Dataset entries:
--- START ---
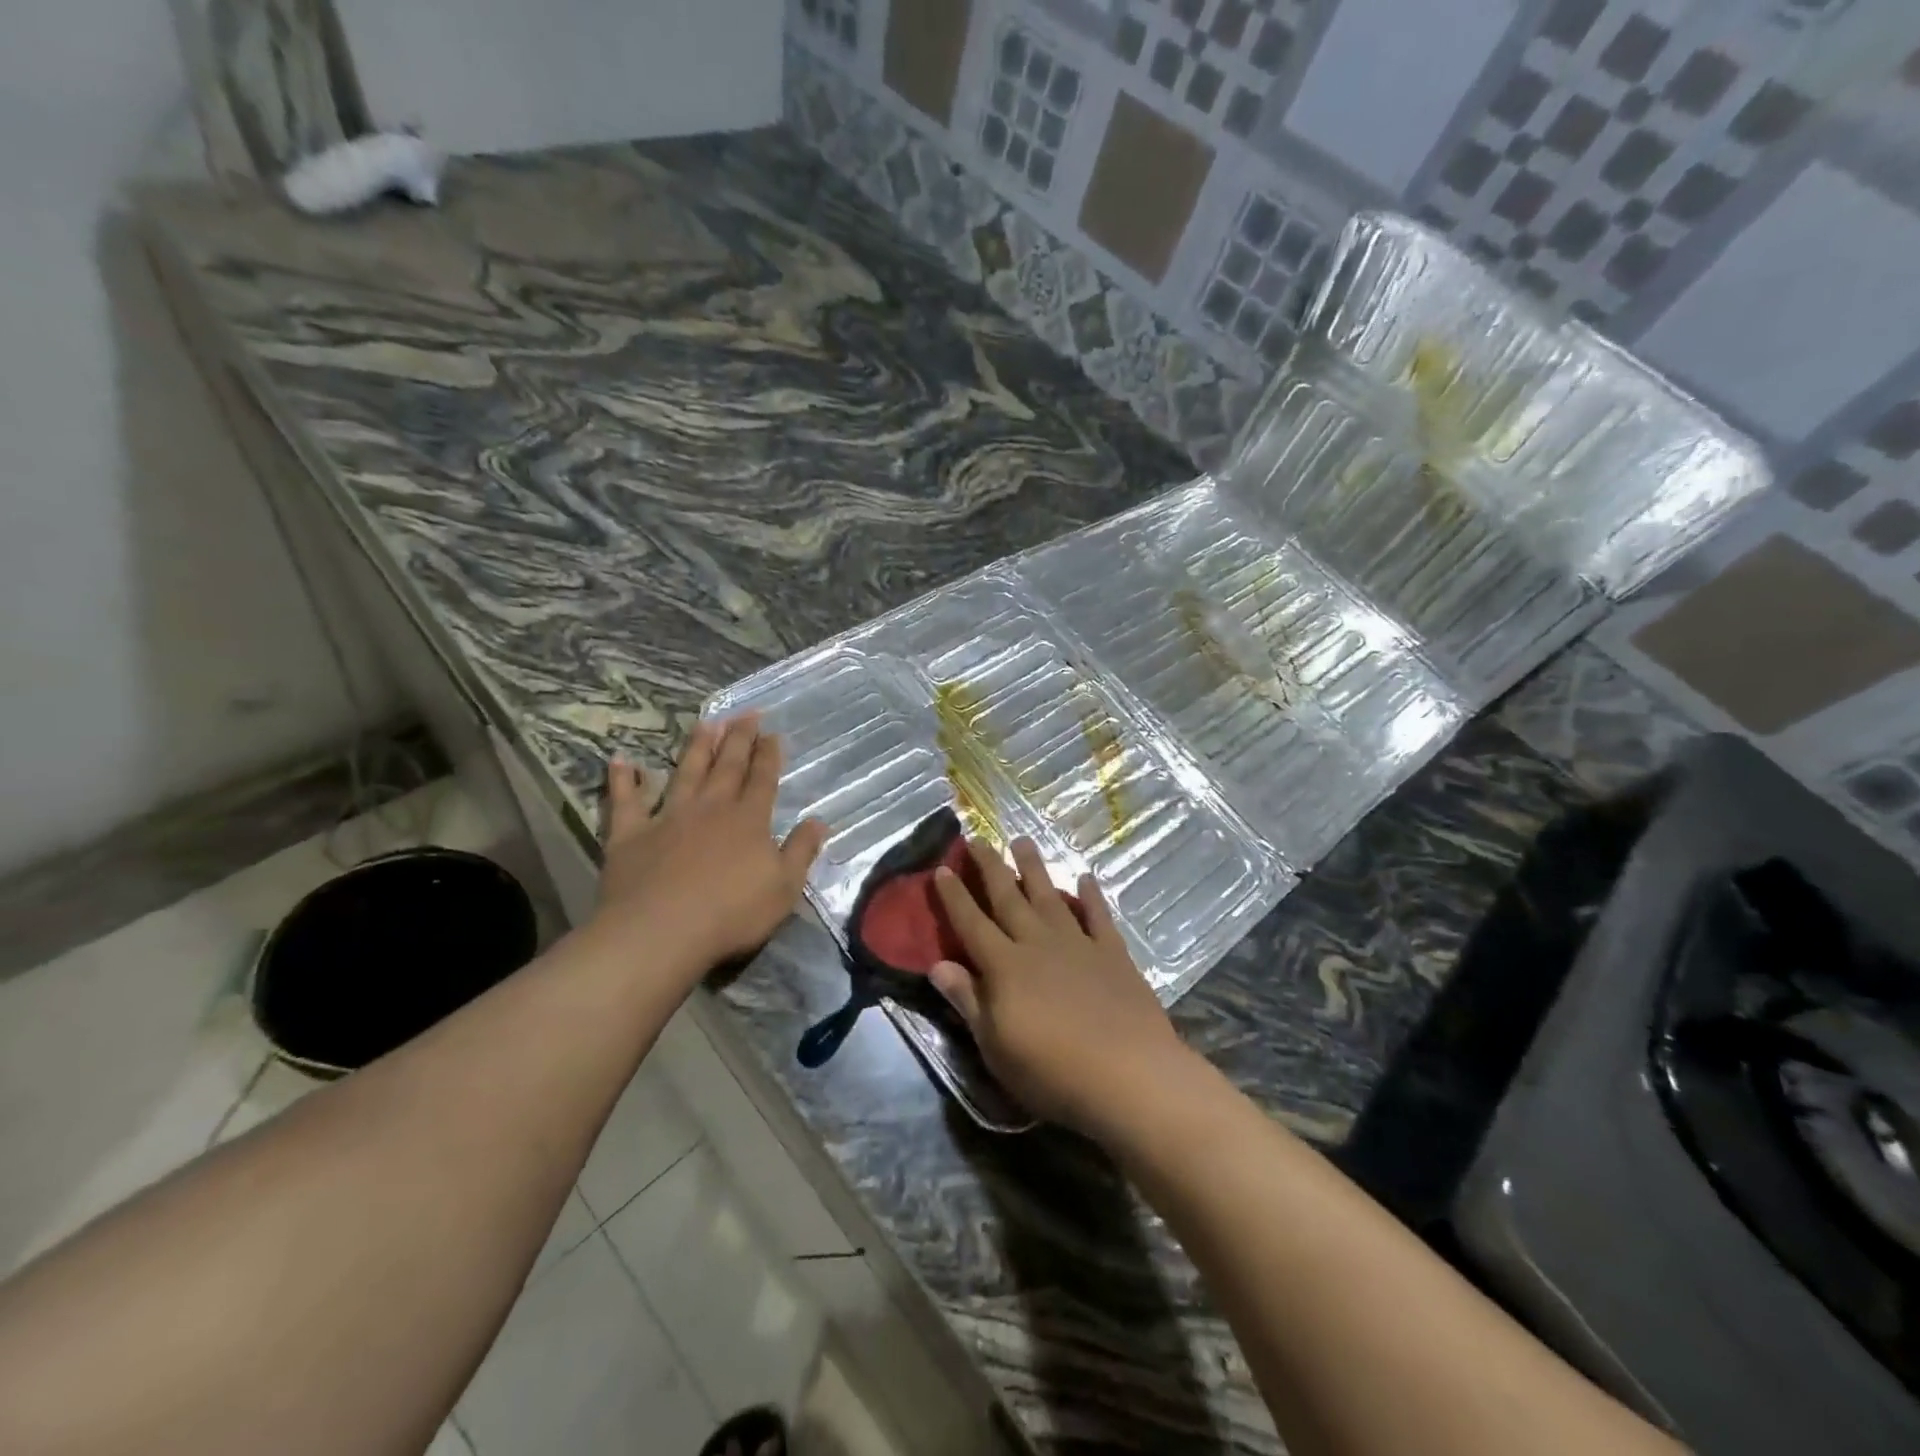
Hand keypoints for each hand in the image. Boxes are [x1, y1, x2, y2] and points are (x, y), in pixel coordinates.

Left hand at [593, 713, 827, 981]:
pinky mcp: (630, 834)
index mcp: (748, 820)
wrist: (661, 931)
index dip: (768, 755)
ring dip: (695, 747)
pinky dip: (622, 780)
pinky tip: (621, 760)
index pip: (763, 780)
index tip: (772, 733)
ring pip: (684, 773)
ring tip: (705, 722)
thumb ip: (801, 851)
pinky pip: (625, 801)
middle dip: (739, 739)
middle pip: (727, 766)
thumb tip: (819, 821)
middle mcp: (710, 808)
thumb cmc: (732, 913)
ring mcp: (668, 817)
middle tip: (746, 713)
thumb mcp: (784, 888)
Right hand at [928, 837, 1193, 1138]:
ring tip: (1022, 841)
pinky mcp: (1112, 953)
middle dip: (990, 867)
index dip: (955, 896)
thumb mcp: (995, 1047)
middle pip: (1008, 898)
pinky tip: (1085, 878)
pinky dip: (1090, 896)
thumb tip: (937, 965)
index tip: (942, 868)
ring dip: (1034, 868)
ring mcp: (1077, 944)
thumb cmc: (1052, 1071)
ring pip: (1049, 896)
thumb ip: (968, 1001)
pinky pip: (1098, 916)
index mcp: (1004, 967)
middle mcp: (1037, 944)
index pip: (971, 923)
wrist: (1128, 1075)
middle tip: (977, 838)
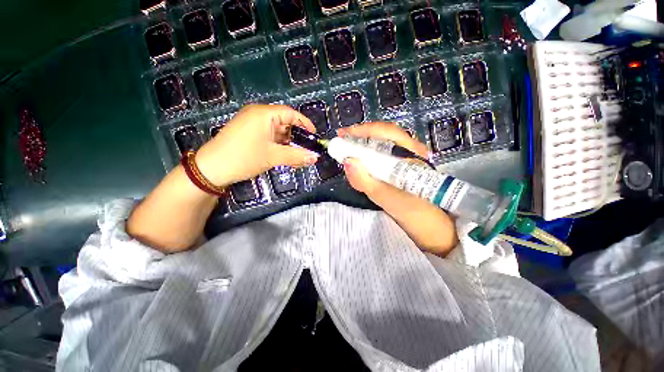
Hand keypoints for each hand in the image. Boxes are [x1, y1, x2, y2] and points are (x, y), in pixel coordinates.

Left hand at [195, 104, 318, 186]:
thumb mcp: (273, 157)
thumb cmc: (244, 157)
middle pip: (285, 123)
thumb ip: (296, 156)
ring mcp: (252, 125)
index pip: (291, 114)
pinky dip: (279, 146)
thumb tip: (315, 158)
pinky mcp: (249, 134)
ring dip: (289, 145)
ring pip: (278, 132)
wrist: (211, 169)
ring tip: (298, 158)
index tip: (314, 137)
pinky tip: (286, 157)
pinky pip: (269, 137)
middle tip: (307, 151)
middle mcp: (258, 115)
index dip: (305, 124)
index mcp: (264, 114)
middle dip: (297, 138)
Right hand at [339, 123, 457, 255]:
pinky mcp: (401, 168)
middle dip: (360, 136)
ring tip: (346, 148)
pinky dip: (368, 155)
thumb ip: (366, 181)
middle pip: (382, 135)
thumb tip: (347, 161)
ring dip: (363, 144)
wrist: (431, 226)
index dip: (362, 130)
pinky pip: (382, 155)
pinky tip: (359, 159)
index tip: (342, 135)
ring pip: (382, 144)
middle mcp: (410, 151)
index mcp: (411, 154)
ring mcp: (406, 159)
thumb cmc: (413, 212)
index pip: (385, 132)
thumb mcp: (387, 198)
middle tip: (341, 140)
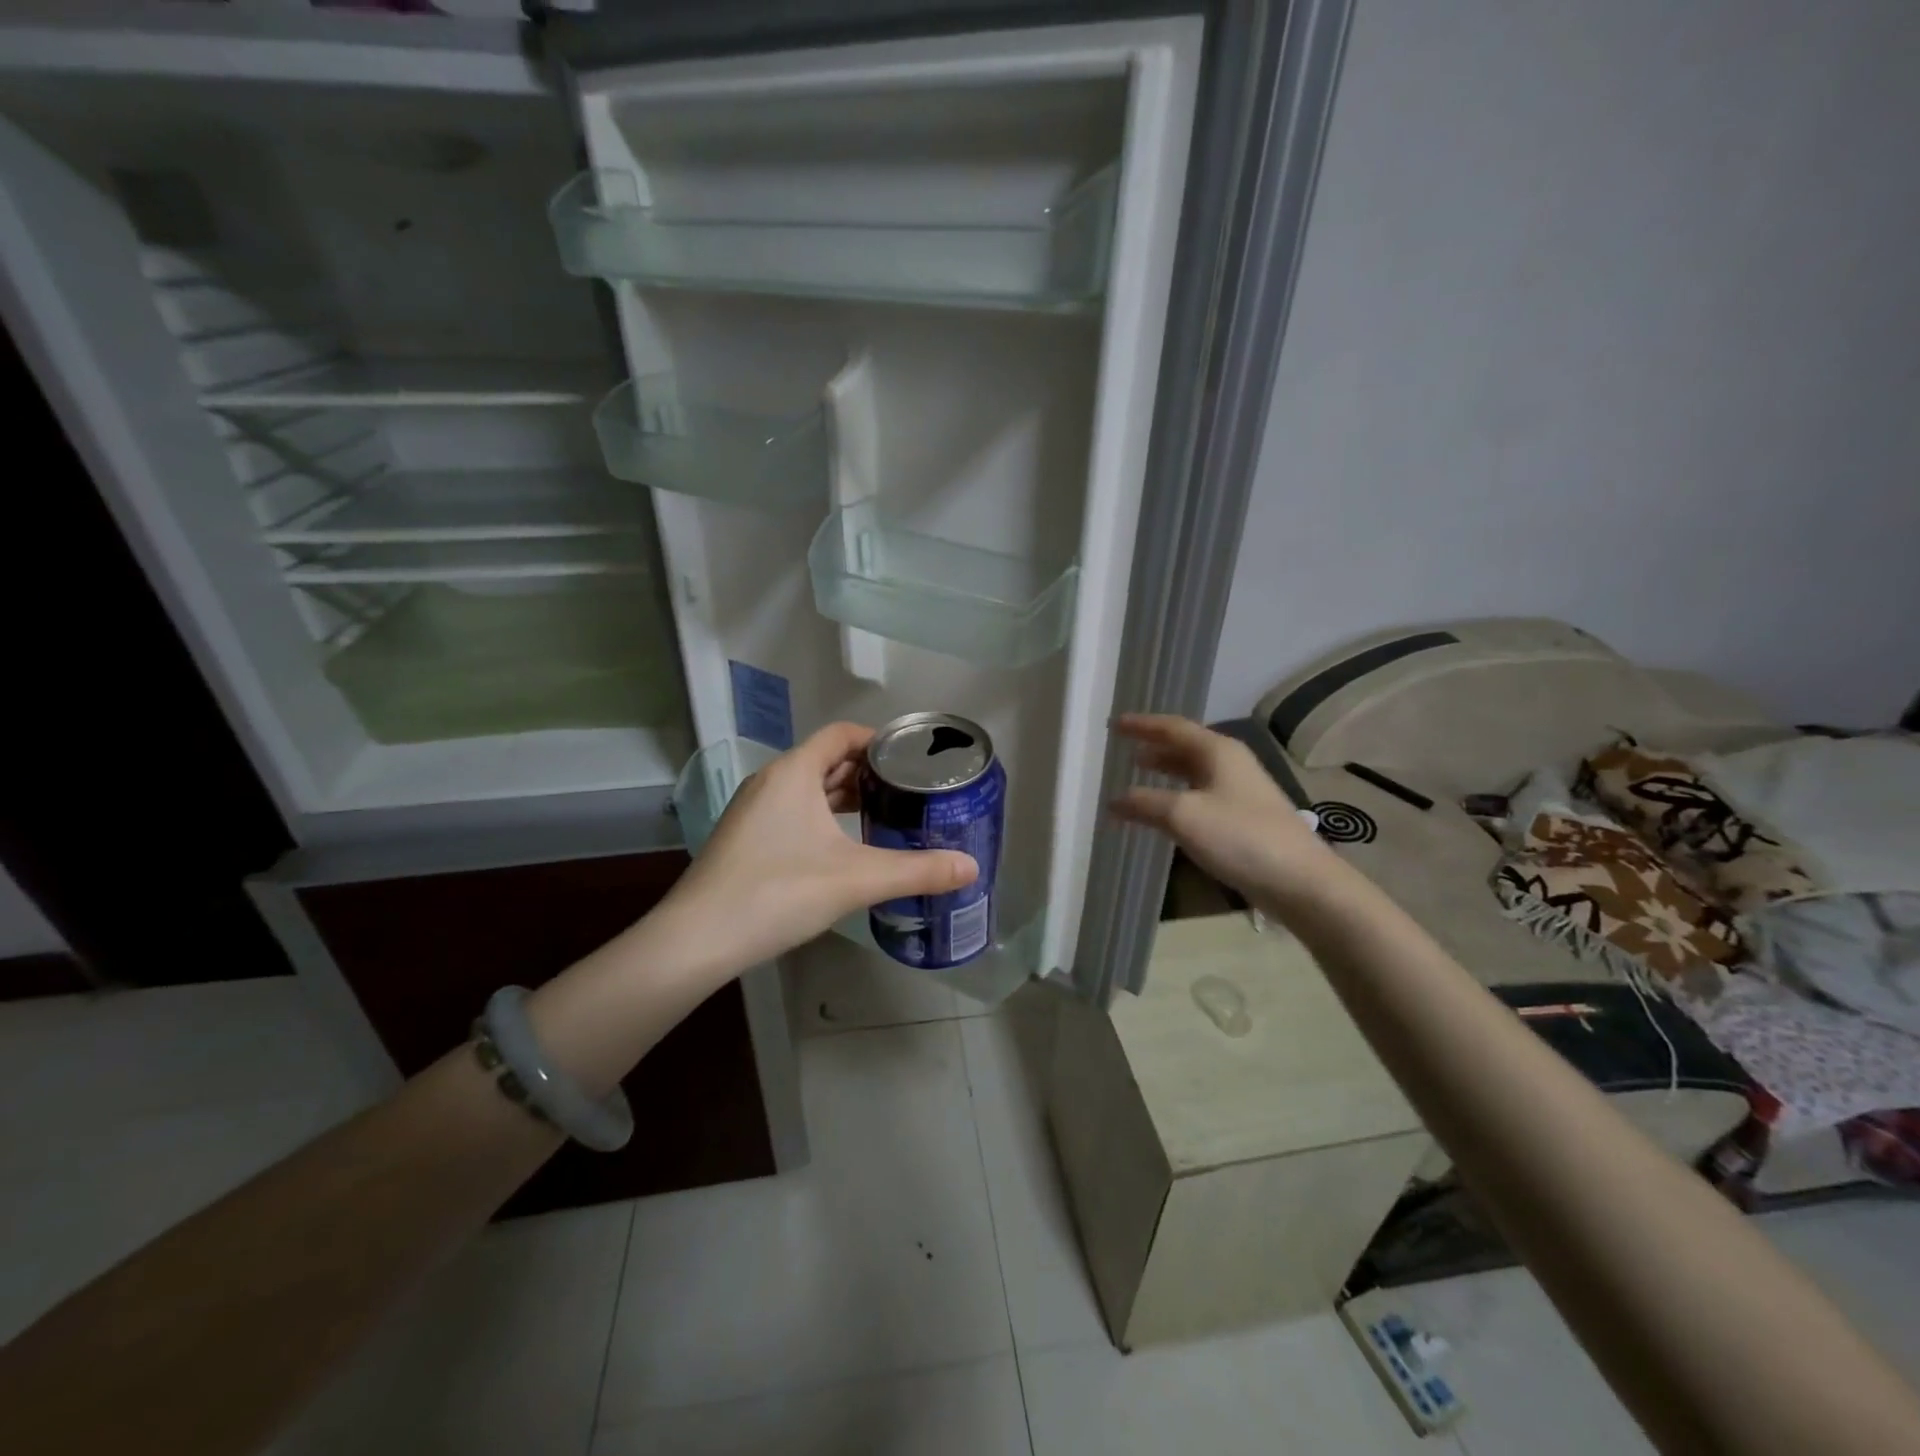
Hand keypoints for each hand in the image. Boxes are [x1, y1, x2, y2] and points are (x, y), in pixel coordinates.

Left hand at [665, 722, 978, 971]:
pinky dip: (821, 817)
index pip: (841, 734)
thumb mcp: (857, 878)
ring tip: (883, 814)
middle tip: (908, 790)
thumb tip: (972, 868)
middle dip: (866, 771)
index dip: (877, 740)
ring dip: (843, 796)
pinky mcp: (745, 838)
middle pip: (825, 759)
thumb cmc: (780, 891)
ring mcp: (752, 810)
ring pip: (807, 788)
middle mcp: (770, 781)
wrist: (698, 939)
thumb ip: (918, 871)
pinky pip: (791, 811)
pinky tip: (842, 847)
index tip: (911, 758)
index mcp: (794, 772)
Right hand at [1109, 714, 1339, 907]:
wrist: (1299, 881)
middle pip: (1185, 747)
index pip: (1172, 727)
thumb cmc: (1240, 837)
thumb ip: (1144, 803)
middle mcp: (1230, 764)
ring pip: (1194, 773)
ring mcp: (1240, 792)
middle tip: (1125, 751)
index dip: (1142, 725)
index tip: (1114, 724)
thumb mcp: (1183, 816)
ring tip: (1139, 776)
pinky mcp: (1244, 819)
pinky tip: (1165, 814)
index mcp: (1218, 751)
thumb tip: (1113, 799)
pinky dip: (1177, 797)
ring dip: (1166, 773)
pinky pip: (1201, 797)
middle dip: (1154, 747)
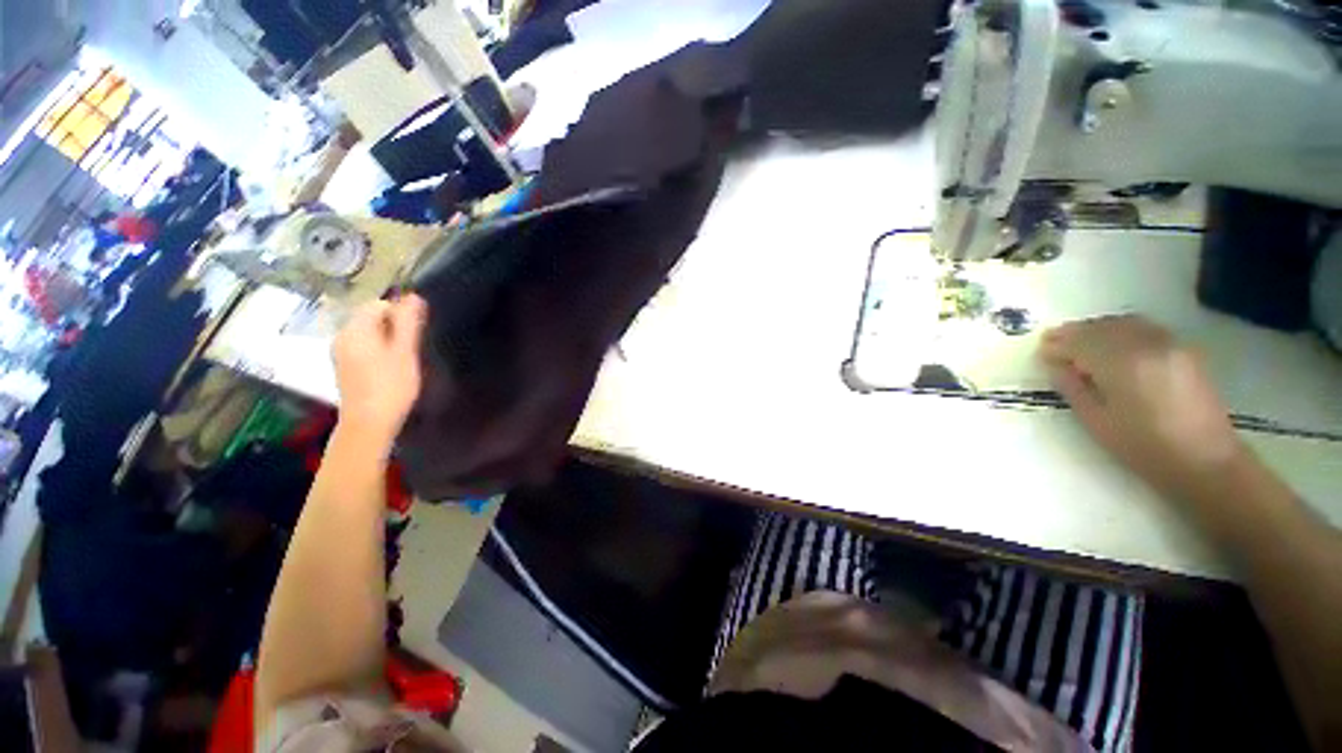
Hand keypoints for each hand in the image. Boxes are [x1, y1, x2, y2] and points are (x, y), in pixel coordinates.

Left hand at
--- END ---
Task:
For this exercise, set down the lines in the entries above from the one with "middle dip: (297, 138)" through the one with "ring tip: (883, 814)" exactly as written, without any pictures.

Solution to this task:
middle dip: (297, 138)
Right hand at [339, 123, 457, 255]:
pinky mcp: (401, 168)
middle dip: (360, 136)
ring tip: (346, 148)
pinky dip: (368, 155)
thumb ip: (366, 181)
middle pip: (382, 135)
thumb tip: (347, 161)
ring dip: (363, 144)
wrist: (431, 226)
index dip: (362, 130)
pinky pip: (382, 155)
pinky tip: (359, 159)
index tip: (342, 135)
ring pip: (382, 144)
middle mcp: (410, 151)
index mcp: (411, 154)
ring mcp: (406, 159)
thumb cmc: (413, 212)
index pip: (385, 132)
thumb mcp: (387, 198)
middle tip: (341, 140)
Hand keypoints for each hand in the image. Boxes are [x1, y1, x2, y2] and points are (x, y), in pixel coordinates.

Left hand at [665, 722, 978, 971]:
pinky dip: (821, 817)
index pip: (841, 734)
thumb mcp: (857, 878)
ring tip: (883, 814)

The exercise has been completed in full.